## Introduction to NLP and spaCy

In [3]:
import spacy

In [7]:
# Load en_core_web_sm and create an nlp object
nlp = spacy.load("en_core_web_sm")

In [8]:
text = "This is a sample text for demonstration."

In [9]:
# Create a Doc container for the text object
doc = nlp(text)
doc

This is a sample text for demonstration.

In [10]:
# Create a list containing the text of each token in the Doc container
print([token for token in doc])

[This, is, a, sample, text, for, demonstration, .]
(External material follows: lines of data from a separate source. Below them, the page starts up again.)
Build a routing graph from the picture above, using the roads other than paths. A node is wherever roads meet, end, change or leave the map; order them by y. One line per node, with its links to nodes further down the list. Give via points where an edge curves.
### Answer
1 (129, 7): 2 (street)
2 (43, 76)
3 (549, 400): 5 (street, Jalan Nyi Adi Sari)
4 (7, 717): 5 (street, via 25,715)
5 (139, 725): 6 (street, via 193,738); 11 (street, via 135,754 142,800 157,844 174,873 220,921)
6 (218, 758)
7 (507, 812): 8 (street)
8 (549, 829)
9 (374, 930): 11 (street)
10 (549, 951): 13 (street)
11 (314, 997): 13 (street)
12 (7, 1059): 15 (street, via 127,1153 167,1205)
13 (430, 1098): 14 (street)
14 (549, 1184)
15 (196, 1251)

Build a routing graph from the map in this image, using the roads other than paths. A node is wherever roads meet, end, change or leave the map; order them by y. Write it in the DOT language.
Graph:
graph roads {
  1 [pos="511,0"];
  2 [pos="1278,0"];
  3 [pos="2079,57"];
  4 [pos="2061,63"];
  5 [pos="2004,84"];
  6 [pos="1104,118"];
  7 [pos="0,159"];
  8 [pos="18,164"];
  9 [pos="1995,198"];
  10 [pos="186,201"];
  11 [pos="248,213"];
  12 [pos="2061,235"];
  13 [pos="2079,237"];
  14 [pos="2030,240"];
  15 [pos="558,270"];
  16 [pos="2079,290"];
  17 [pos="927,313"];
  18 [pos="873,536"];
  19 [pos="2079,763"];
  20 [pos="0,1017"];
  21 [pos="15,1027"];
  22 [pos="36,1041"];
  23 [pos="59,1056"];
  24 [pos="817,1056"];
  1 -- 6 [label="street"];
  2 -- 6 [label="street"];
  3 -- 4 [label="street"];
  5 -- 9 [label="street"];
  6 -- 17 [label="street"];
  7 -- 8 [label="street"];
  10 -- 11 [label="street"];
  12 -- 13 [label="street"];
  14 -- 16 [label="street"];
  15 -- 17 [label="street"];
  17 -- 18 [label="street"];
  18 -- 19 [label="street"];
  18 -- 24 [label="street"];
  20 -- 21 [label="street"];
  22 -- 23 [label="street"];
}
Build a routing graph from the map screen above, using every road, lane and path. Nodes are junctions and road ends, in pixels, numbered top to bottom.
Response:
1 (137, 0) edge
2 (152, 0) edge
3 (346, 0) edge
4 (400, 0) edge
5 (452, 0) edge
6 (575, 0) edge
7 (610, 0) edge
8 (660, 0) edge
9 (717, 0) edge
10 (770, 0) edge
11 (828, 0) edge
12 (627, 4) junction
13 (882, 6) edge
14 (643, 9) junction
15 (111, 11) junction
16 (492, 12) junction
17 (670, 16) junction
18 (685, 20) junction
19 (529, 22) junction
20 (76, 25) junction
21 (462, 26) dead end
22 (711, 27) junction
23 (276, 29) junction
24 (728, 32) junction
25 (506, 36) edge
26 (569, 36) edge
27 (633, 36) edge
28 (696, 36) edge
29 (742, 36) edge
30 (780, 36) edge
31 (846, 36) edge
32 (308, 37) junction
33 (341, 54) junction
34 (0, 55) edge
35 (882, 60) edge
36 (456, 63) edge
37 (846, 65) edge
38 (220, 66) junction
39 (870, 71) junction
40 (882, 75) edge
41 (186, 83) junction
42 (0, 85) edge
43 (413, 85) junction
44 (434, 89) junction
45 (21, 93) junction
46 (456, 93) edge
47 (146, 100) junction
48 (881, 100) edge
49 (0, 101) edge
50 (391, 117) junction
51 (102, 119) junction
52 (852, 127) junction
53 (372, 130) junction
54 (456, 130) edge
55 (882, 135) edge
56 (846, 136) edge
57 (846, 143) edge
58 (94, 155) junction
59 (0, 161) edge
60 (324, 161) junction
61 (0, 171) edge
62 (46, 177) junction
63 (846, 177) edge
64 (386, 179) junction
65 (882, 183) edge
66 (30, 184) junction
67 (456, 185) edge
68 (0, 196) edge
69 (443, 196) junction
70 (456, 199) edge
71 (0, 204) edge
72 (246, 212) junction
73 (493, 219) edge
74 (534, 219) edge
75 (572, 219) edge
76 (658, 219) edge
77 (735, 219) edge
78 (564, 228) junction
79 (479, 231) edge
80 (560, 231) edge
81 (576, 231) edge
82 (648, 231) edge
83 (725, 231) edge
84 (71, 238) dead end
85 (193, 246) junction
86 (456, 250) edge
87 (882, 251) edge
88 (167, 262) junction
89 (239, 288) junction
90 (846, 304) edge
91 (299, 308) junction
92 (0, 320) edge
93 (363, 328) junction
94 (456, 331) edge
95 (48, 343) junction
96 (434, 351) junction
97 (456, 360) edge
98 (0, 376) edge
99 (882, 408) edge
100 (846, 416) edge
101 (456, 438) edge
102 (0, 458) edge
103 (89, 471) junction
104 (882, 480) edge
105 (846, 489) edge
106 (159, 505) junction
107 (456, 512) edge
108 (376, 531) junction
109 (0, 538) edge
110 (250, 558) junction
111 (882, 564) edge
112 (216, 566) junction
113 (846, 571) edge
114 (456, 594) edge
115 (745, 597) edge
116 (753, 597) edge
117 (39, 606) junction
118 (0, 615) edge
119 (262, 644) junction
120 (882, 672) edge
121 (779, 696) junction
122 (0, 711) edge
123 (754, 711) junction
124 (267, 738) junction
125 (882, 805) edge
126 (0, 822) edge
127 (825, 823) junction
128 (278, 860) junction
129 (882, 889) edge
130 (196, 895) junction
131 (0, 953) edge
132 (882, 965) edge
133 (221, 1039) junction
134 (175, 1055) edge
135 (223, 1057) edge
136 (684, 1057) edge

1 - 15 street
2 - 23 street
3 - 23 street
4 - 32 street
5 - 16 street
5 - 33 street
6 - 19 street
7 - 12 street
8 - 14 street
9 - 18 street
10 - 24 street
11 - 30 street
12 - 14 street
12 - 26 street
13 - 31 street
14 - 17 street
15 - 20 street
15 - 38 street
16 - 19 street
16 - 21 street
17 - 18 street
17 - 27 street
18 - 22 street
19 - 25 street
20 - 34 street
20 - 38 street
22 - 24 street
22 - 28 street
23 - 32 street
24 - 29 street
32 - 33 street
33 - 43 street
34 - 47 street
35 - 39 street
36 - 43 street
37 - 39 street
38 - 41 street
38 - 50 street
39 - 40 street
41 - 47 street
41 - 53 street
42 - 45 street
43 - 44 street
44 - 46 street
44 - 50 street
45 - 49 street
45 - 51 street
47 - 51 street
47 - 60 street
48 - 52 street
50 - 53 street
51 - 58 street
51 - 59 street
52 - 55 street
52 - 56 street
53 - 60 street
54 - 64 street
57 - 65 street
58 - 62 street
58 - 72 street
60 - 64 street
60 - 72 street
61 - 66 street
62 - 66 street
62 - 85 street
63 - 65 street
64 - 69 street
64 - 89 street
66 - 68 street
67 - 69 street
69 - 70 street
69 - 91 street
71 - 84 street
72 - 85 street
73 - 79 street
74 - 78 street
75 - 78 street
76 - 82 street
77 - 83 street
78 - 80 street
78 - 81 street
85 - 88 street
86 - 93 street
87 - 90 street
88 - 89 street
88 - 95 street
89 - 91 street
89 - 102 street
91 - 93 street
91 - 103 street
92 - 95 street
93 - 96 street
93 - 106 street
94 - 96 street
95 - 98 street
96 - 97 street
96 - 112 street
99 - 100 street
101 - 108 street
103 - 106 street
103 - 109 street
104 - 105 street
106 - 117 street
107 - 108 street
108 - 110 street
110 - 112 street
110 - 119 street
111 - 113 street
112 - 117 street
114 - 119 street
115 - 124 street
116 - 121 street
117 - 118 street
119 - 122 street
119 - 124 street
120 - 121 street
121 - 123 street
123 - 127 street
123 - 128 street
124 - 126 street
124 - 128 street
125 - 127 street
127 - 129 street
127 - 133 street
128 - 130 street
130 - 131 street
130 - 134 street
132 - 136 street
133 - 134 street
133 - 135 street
- ###### Tokenization with spaCy

In [1]:
import spacy

In [3]:
nlp =  spacy.load("en_core_web_sm")

In [4]:
text = "I have bought several of the Vitality canned dog food products and have found them all to be of good quality. The product looks more like a stew than a processed meat and it smells better. My Labrador is finicky and she appreciates this product better than  most."

In [5]:
doc = nlp(text)

In [15]:
tokens = [token for token in doc]

In [16]:
print(tokens)

[I, have, bought, several, of, the, Vitality, canned, dog, food, products, and, have, found, them, all, to, be, of, good, quality, ., The, product, looks, more, like, a, stew, than, a, processed, meat, and, it, smells, better, ., My, Labrador, is, finicky, and, she, appreciates, this, product, better, than,  , most, .]


In [17]:
tokens = [token.text for token in doc]

In [20]:
print(tokens)

['I', 'have', 'bought', 'several', 'of', 'the', 'Vitality', 'canned', 'dog', 'food', 'products', 'and', 'have', 'found', 'them', 'all', 'to', 'be', 'of', 'good', 'quality', '.', 'The', 'product', 'looks', 'more', 'like', 'a', 'stew', 'than', 'a', 'processed', 'meat', 'and', 'it', 'smells', 'better', '.', 'My', 'Labrador', 'is', 'finicky', 'and', 'she', 'appreciates', 'this', 'product', 'better', 'than', ' ', 'most', '.']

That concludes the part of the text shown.